Hoffenheim: Wie das eigene Klischee
Tom Starke ist in Hoffenheim für die klaren Worte zuständig. Immer wieder prangerte der Torhüter der TSG Hoffenheim in der jüngeren Vergangenheit fehlende Laufbereitschaft und mangelnde Leidenschaft im mit hochbegabten Talenten bestückten Kader an. Am Samstag, nach dem bitteren 1:1 der Hoffenheimer gegen den SC Freiburg, aber nannte er auch erstmals Namen. Direkt nach dem Spiel ätzte Starke in die Kameras des TV-Senders Sky. „Wir haben erfahrene Spieler. Wir haben Ryan Babel vorne, der auch langsam mal anfangen könnte, ein paar Punkte für uns zu holen. Ich weiß nicht, was los ist mit dem Jungen. Er ist komplett down. Er wäre der Typ, an dem sich die Mannschaft aufrichten könnte.“
Über eigene Mitspieler zu lästern, ist im Profifußball tabu. Doch offenbar staut sich nicht nur beim resignierenden Publikum der Ärger über die großen Unsichtbaren im Team. Nach all den Jahren der immer gleichen Leier in Hoffenheimer schwindet langsam die Hoffnung, dass Spieler wie Chindeu Obasi, Vedad Ibisevic, Babel oder Sehad Salihovic an diesem Standort noch einmal konstant zu ganz großer Form finden. Hoffenheim spielt wie sein eigenes Klischee.
Pfeifkonzert zum Abschied
Vielleicht tut manchem Spieler ja ein baldiger Tapetenwechsel gut. „Man weiß nie, was passiert“, sagt Sejad Salihovic zu Fragen nach einem Wechsel im Winter. Noch seien keine konkreten Angebote eingegangen, betonte Manager Ernst Tanner, der trotz der Enttäuschung die Ruhe bewahren will: „Wir verteidigen unseren Platz im oberen Mittelfeldbereich sehr stabil. Darin sind wir Spezialisten.“ Fragt sich nur, wie spannend diese Perspektive auf Dauer das Publikum in Hoffenheim findet. Am Samstag gab es zur Verabschiedung wieder ein lautes Pfeifkonzert.

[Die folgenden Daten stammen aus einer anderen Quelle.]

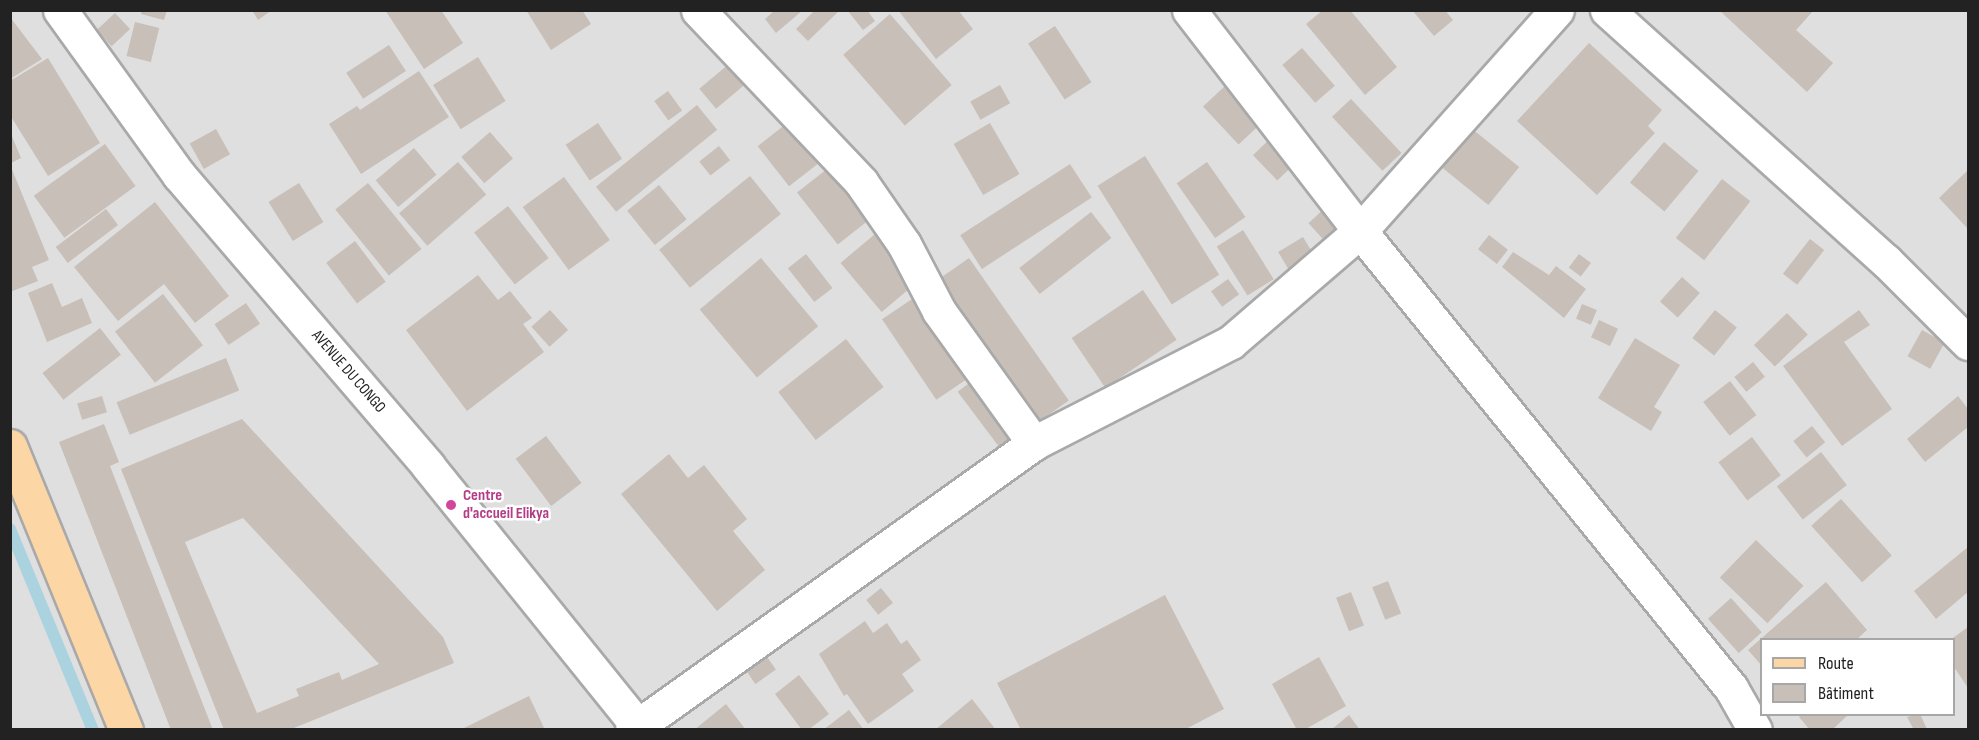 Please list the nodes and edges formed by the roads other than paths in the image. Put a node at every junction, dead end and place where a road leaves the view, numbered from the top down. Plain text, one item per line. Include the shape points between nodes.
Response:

Zufall ist es sicher nicht, dass Hoffenheim in den vergangenen acht Spielen nur einen Sieg einfahren konnte. Die Begeisterung, die Trainer Holger Stanislawski anfangs entfachte, hat die Mannschaft mit lausigen Leistungen längst wieder aus der Region vertrieben. Es ist erstaunlich, wie konstant immer wieder einzelne Spieler unter ihren Möglichkeiten bleiben. Ralf Rangnick konnte diese Genügsamkeit nicht vertreiben, Marco Pezzaiuoli schon gar nicht und Holger Stanislawski kommt mittlerweile auch an die Grenzen seines Verständnisses für die ärgerlichen Leistungsschwankungen seiner Spieler.
Ausgeprägte Hoffenheimer Lethargie
Wie schon im vorherigen Heimspiel gegen Kaiserslautern wirkte auch gegen Freiburg die Führung (Firmino, 24.) lähmend und der späte Ausgleich durch den eingewechselten Garra Dembélé (90.) für Hoffenheim herbeigebettelt. Stanislawski rätselte: „Was ich nicht verstehe, ist, dass wir nach dem 1:0 einfach aufhören, Fußball zu spielen.“
Keiner der erfahrenen Spieler entwickelt Widerstandskraft gegen den Sog der Lethargie. Am Samstag hatte Stanislawski Salihovic die Kapitänsbinde gegeben, um „einen Kapitän im Feld zu haben“, erklärte der Trainer. Tom Starke, erklärte Stanislawski, brauche die Binde nicht, um Verantwortung zu übernehmen. Das hat der Torhüter am Samstag gezeigt, vielleicht tut ein bisschen mehr Reibung in Hoffenheim ja tatsächlich Not.